Okay, then.  That's fine.

But we can't have it both ways... We can't have the government out of our affairs while at the same time having the option of crying to them for help.  There is such a thing as balance. 

The way things are now, many big businesses don't want government helping out the "little people" by supporting them, yet those same big businesses and their CEOs have no compunction about appealing to the government for help for themselves... apparently they know themselves well enough to know that THEY can be trusted with assistance.  *rolling eyes so much it hurts*

This is exactly the opposite of what Rand wisely argued for.  She said in effect, "Yes.  It's a jungle.  And it SHOULD be.  For EVERYONE... even big business." 

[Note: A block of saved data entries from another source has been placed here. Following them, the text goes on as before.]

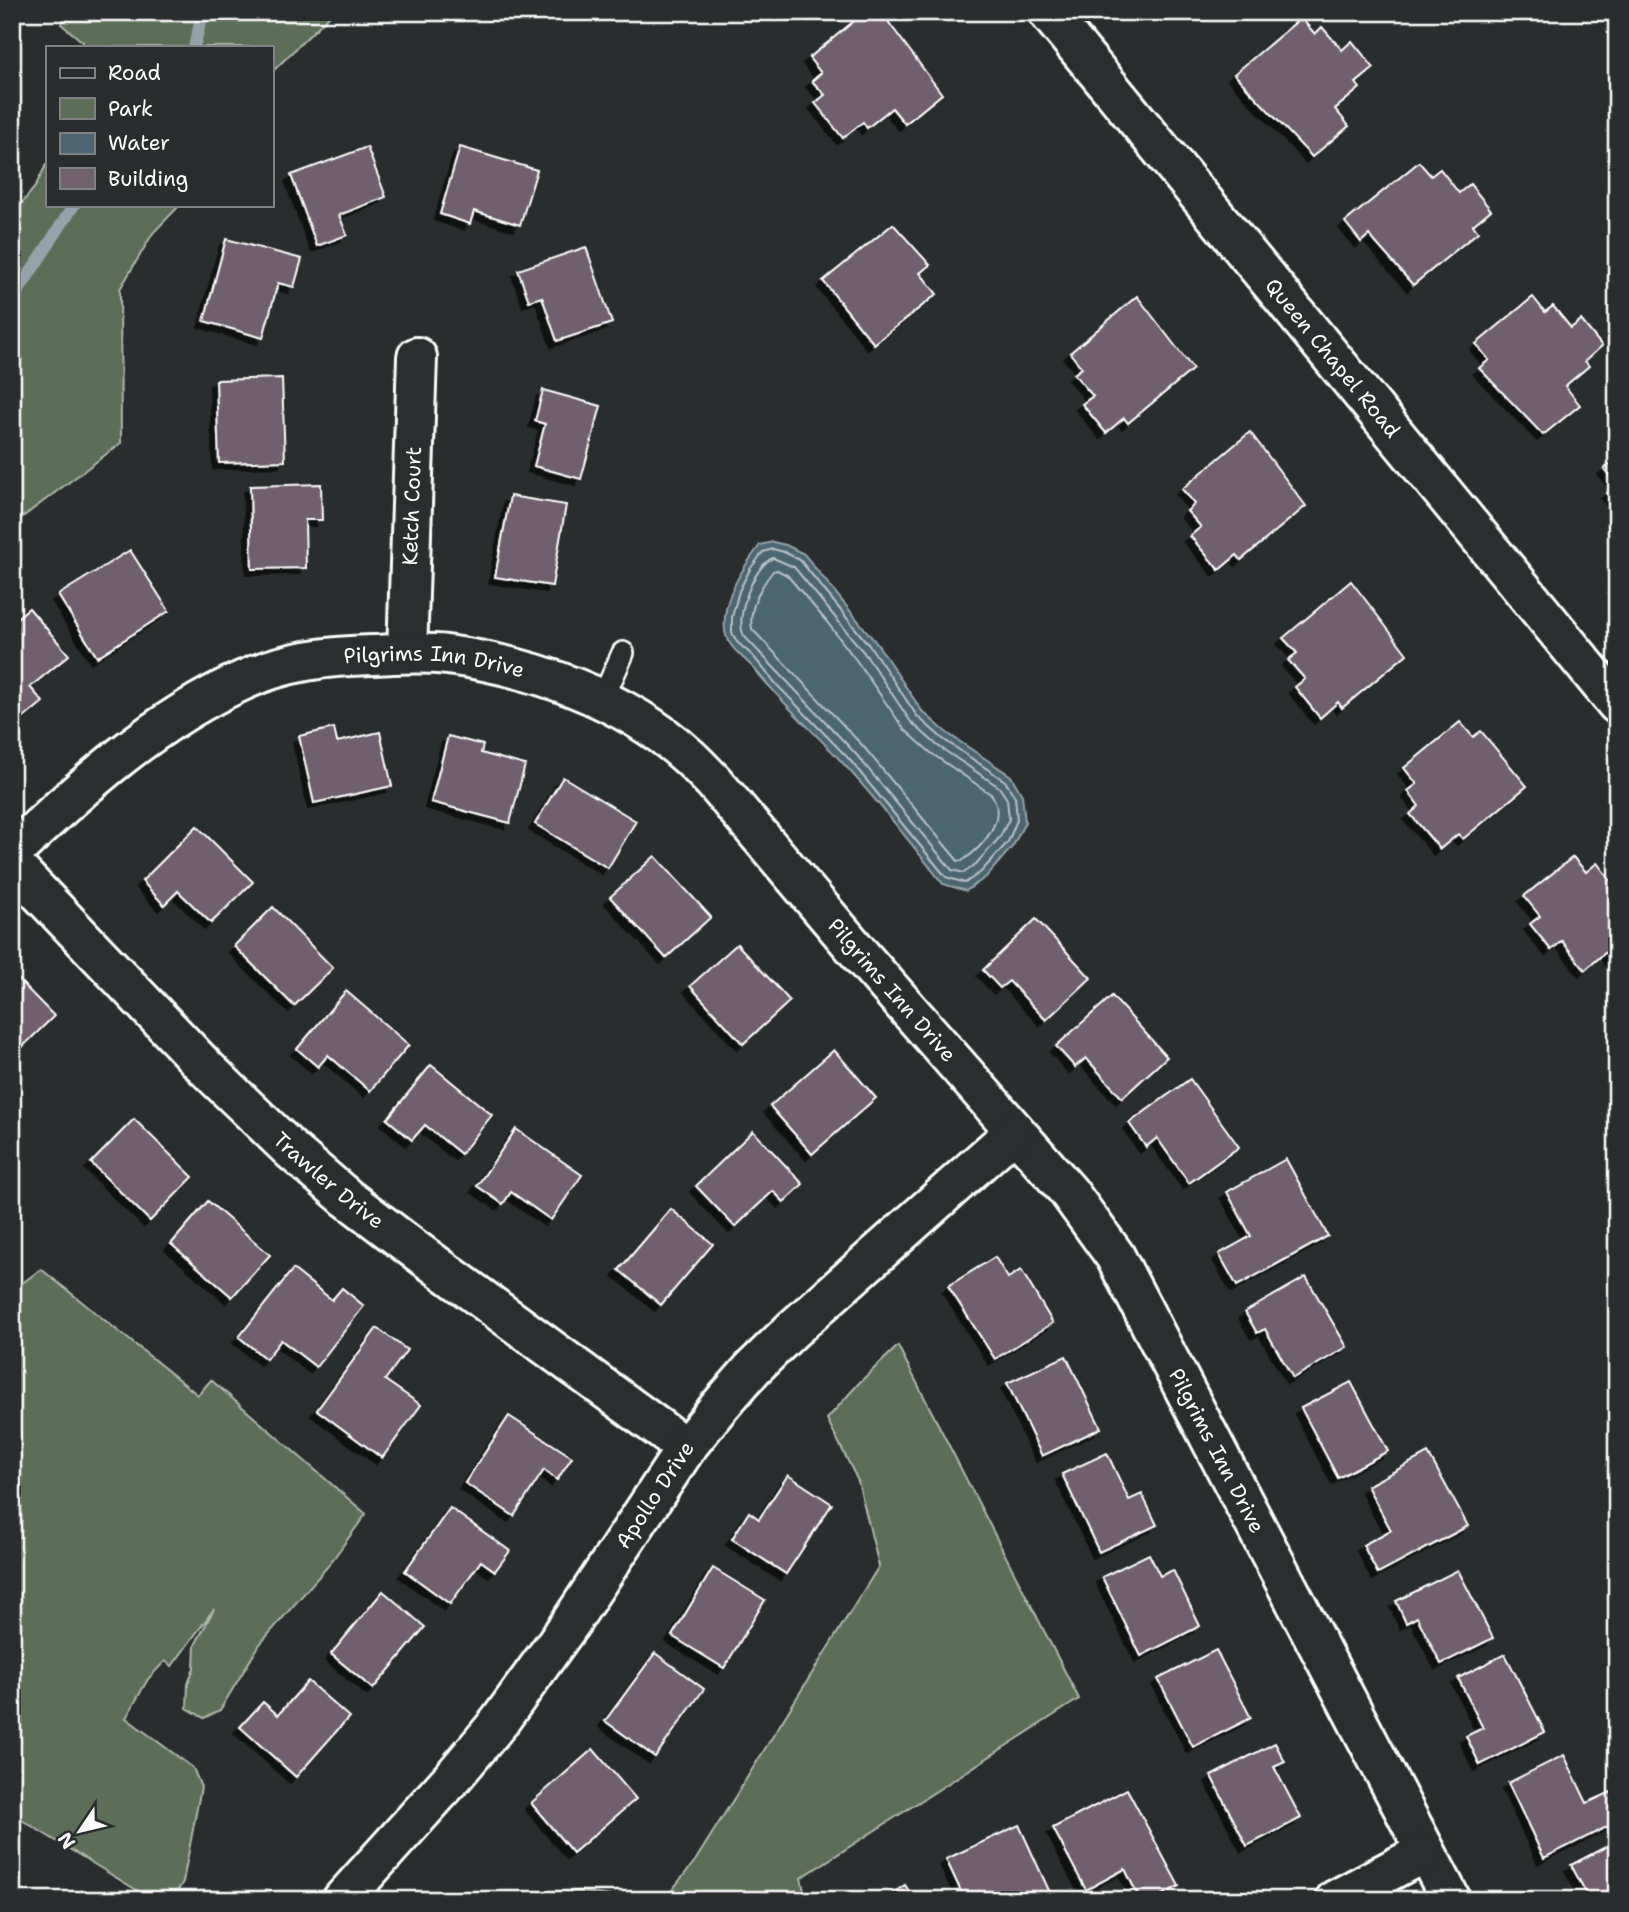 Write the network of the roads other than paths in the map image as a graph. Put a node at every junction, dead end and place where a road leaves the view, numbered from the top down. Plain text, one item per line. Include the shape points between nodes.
1 (1048, 12) edge
2 (417, 357) dead end
3 (407, 653) junction
4 (623, 653) dead end
5 (603, 700) junction
6 (1617, 704) edge
7 (12, 853) edge
8 (12, 864) edge
9 (1014, 1132) junction
10 (686, 1448) junction
11 (1425, 1852) junction
12 (342, 1900) edge
13 (1335, 1900) edge
14 (1451, 1900) edge

1 - 6 street, Queen Chapel Road
2 - 3 street, Ketch Court
3 - 5 street, Pilgrims Inn Drive via 446,655 505,667
3 - 7 street, Pilgrims Inn Drive via 336,656 275,667 220,691 148,735
4 - 5 lane
5 - 9 street, Pilgrims Inn Drive via 688,755 714,782
8 - 10 street, Trawler Drive via 291,1150 414,1249
9 - 10 street, Apollo Drive via 793,1328
9 - 11 street, Pilgrims Inn Drive via 1068,1191 1115,1256
10 - 12 street, Apollo Drive via 499,1722
11 - 13 street
11 - 14 street, Pilgrims Inn Drive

I, however, believe in focusing more on the spirit of fairness inherent in that statement, rather than in her specific conclusions, regarding equal insecurity for everyone.  I say that whether we choose laissez-faire or mutual support, that rule must be enforced for everyone... We can't have people ACCEPTING help, while throwing a Nellie Olsen-style temper tantrum about reciprocating that help back to others, which is what many CEO's and big businesses have been doing for a long time now. 

I am glad to help floundering businesses, so long as a system exists whereby they circulate that same degree of assistance back to those who help them... But what I see is a clever scheme to defeat that healthy circulation, while the periphery of the national and world economy develops gangrene. 

Personally, I have seen that this evolves naturally, even in your most laissez-faire of systems.  Even in total dog-eat-dog, people form support systems and alliance networks that amount to cooperative socialism.

And yes, even Objectivists and SOLOists -- despite all their talk about the nobility of individual struggle -- band together in private groups and cliques to grant special favors to each other, and lay down rules of mandatory cooperation (socialism), lest the non-cooperative individual face excommunication from the group. 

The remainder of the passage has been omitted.